In simulated body fluid performance of polymorphic apatite coatings synthesized by pulsed electrodeposition

Surface modification is to modify biological responses through changing surface properties without reducing the mechanical properties of the implant. Specifically bioactive coatings, such as hydroxyapatite, carbonate apatite and dicalcium phosphate dehydrate, have been deposited on carbon/carbon (C/C) composites to change the bio-inert surface state. This work focused on the effects of voltages and electrolyte concentrations of pulsed electrodeposition on apatite layer. The apatite coatings thus synthesized were then structurally, morphologically and chemically characterized using X-ray diffraction, scanning electron microscopy, Transmission electron microscopy and Fourier-transform infrared spectroscopy. Remarkably, the voltages and electrolyte concentrations changed the structure, morphology and crystallinity of the obtained coatings.
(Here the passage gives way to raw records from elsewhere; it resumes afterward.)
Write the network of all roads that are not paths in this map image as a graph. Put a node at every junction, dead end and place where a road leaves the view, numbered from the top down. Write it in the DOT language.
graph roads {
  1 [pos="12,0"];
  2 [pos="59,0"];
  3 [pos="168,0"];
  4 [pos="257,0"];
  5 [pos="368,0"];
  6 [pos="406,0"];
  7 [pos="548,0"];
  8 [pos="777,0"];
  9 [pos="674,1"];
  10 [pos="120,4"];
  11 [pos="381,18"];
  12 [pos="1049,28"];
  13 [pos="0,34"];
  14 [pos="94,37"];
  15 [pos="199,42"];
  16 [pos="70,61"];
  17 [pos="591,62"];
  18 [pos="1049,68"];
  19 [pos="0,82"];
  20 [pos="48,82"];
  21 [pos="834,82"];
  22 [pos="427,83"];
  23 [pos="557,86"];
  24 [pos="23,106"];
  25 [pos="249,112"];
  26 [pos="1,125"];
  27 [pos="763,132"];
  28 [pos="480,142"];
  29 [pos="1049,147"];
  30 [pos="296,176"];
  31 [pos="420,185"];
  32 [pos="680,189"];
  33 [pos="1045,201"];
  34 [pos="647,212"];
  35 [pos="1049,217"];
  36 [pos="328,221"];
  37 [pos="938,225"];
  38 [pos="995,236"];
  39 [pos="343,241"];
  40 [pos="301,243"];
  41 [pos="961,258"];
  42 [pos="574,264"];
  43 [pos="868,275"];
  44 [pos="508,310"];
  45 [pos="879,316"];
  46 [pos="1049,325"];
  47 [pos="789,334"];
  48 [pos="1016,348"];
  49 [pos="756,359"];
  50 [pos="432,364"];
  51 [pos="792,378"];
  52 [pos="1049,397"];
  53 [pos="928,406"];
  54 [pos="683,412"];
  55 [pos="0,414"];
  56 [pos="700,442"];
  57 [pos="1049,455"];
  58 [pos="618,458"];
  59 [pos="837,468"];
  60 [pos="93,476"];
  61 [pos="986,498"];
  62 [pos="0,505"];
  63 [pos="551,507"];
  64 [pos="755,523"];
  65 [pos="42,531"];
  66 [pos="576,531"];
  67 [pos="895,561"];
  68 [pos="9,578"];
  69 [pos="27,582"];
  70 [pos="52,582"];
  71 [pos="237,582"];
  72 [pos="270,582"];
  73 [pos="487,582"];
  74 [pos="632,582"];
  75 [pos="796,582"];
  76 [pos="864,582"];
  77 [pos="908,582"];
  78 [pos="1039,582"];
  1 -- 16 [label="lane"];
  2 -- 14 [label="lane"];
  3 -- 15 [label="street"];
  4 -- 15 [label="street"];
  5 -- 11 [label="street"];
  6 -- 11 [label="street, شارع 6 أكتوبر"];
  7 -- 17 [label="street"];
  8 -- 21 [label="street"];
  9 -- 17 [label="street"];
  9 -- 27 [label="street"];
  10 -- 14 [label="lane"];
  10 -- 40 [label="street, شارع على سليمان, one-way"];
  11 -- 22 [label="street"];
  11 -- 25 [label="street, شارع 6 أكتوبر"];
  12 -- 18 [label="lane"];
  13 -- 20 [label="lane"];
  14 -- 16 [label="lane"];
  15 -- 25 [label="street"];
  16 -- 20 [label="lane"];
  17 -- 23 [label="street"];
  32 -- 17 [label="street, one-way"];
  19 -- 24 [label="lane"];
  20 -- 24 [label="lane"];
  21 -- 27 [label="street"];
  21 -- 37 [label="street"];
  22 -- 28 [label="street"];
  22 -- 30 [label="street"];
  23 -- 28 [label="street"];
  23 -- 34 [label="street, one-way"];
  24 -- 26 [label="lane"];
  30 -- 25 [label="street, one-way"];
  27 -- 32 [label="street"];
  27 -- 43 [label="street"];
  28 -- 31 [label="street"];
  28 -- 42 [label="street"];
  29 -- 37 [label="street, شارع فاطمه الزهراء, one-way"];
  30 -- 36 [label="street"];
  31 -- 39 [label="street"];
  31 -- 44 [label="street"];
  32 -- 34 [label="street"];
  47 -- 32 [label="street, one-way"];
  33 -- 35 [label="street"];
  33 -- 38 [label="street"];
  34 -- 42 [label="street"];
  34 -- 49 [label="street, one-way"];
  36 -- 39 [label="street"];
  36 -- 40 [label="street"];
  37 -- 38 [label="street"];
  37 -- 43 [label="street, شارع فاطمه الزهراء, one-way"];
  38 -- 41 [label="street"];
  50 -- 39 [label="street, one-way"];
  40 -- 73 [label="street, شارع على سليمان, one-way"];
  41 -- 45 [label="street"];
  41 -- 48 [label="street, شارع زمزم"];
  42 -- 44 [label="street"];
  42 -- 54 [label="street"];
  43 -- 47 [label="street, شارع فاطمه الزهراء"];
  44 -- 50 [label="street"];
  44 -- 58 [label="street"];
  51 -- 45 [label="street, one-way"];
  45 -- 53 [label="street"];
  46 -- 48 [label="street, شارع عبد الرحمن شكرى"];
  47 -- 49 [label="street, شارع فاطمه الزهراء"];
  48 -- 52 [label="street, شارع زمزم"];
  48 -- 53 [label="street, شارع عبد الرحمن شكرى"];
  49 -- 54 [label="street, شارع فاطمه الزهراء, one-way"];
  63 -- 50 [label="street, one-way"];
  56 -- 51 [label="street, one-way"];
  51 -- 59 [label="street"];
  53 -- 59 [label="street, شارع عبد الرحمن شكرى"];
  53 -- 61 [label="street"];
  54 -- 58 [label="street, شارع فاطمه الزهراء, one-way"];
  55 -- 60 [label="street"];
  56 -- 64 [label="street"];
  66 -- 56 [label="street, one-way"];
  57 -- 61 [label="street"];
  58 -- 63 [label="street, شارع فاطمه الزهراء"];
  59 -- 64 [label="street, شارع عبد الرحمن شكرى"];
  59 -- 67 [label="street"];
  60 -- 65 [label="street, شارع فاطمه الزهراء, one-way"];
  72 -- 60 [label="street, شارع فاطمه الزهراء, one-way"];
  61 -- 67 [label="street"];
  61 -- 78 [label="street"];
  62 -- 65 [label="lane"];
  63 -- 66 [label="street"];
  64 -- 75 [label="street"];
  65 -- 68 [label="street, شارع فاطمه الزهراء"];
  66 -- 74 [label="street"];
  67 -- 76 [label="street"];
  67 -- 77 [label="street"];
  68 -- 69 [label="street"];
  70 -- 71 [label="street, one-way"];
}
In vitro bioactivity evaluation of polymorphic apatite coatings was performed by soaking the apatite layer coated C/C composites in simulated body fluid (SBF). The corrosion behavior was investigated via the potentiodynamic polarization test in SBF solution. The results confirmed that the increasing deposition voltage and concentration of electrolyte resulted in promoting bioactivity and corrosion resistance by altering the morphologies and phases.